A strategic challenge for Europe in today's globalised economy is to overcome language barriers through technological means. In particular, Machine Translation (MT) systems are expected to have a significant impact on the management of multilingualism in Europe, making it possible to translate the huge quantity of textual data produced, and thus, covering the needs of hundreds of millions of citizens. PANACEA addressed a critical thread to this vision: the so-called, language-resource bottleneck. Although MT technologies may consist of language independent engines, they highly depend on the availability of language-dependent data for their real-life implementation, i.e., they require Language Resources (LRs). In order to equip MT systems for every pair of European languages, for every domain, and for every text genre, appropriate LRs covering every language, domain and genre must be produced. Moreover, a Language Resource for a given language can never be considered complete or final. Language change and new knowledge domains emerge at rapid pace. A company willing to cover the enlarged Union market needs to produce and maintain 500 bilingual glossaries, for instance.
Traditionally, LRs production is done by hand, and its high cost (highly skilled human work and development time) hindered full coverage. Automatic production lowers the cost and time required for producing basic LR for languages which are currently not well covered. Such reductions are the only way to guarantee a continuous supply of LRs that MT and other Language Technologies may demand in a multilingual Europe.
PANACEA has contributed to demonstrate that the “LR bottleneck” problem can be effectively addressed by automation with the production of (a) the PANACEA Platform, (b) the web services integrated within the platform, (c) the associated workflows to manage the sequencing of web services (d) the tools for LR acquisition developed during the project and (e) the Language Resources (LRs) produced during the project, mainly for Machine Translation tools but not only, exploiting the platform, web services, and the specialized workflows.

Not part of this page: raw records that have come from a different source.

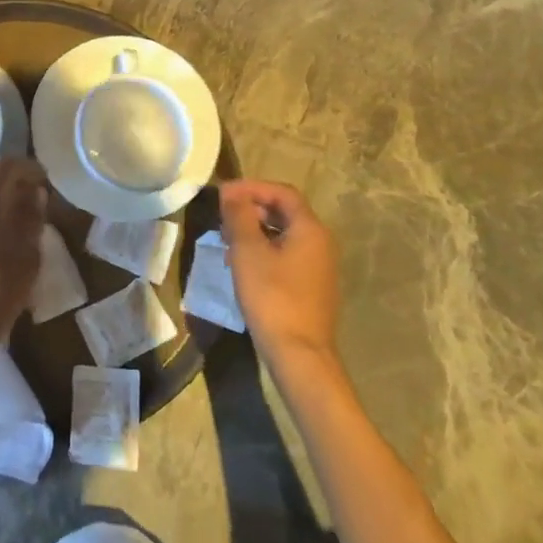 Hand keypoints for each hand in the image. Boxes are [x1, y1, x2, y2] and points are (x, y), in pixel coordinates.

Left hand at [0, 157, 46, 368]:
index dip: (30, 168)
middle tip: (39, 198)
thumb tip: (36, 194)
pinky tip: (2, 231)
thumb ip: (32, 219)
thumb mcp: (26, 256)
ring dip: (1, 196)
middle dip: (16, 182)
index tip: (47, 180)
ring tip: (24, 217)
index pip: (8, 164)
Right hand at [220, 180, 341, 375]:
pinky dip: (263, 249)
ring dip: (254, 229)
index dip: (251, 187)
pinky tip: (241, 263)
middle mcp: (321, 243)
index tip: (223, 194)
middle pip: (285, 212)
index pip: (282, 192)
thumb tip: (231, 192)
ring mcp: (318, 267)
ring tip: (226, 239)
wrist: (299, 354)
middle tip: (222, 215)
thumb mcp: (248, 251)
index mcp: (310, 229)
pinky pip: (286, 254)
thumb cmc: (272, 296)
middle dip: (251, 208)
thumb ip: (239, 215)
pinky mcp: (311, 286)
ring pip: (283, 234) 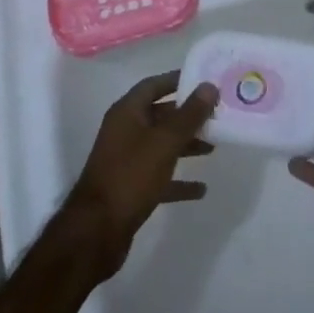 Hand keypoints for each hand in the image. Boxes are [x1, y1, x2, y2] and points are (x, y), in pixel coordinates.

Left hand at [64, 73, 217, 280]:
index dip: (178, 80)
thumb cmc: (131, 176)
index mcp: (127, 113)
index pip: (153, 85)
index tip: (205, 80)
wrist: (96, 232)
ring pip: (162, 145)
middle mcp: (124, 132)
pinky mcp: (130, 188)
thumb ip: (189, 114)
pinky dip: (179, 180)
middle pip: (160, 115)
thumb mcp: (165, 142)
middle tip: (217, 115)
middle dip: (188, 115)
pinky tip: (201, 189)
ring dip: (186, 145)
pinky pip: (160, 176)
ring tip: (214, 147)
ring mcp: (126, 161)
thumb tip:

The PANACEA factory has been thoroughly evaluated within R&D and industrial settings. The platform and the LRs production lines based on advanced technological components have proved the feasibility of the concept. PANACEA’s contribution and potential impact has been demonstrated in an industrial evaluation carried out with the adaptation of Machine Translation systems to specific and specialized domains. In terms of effort, to produce a domain-adapted bilingual glossary of 1000 entries with PANACEA reduces costs from 30 person/hours to 0.5 person/hours. In terms of quality, there were no significant negative effects in the translation quality of the systems using automatically produced resources. A human evaluation showed that PANACEA domain-tuned SMT gained in quality up to a 6% with respect to the not tuned baseline, and that the quality of SMT with automatically acquired LRs was not significantly worse than the achieved for language pairs like Italian-German by other state-of-the-art systems as Google Translator.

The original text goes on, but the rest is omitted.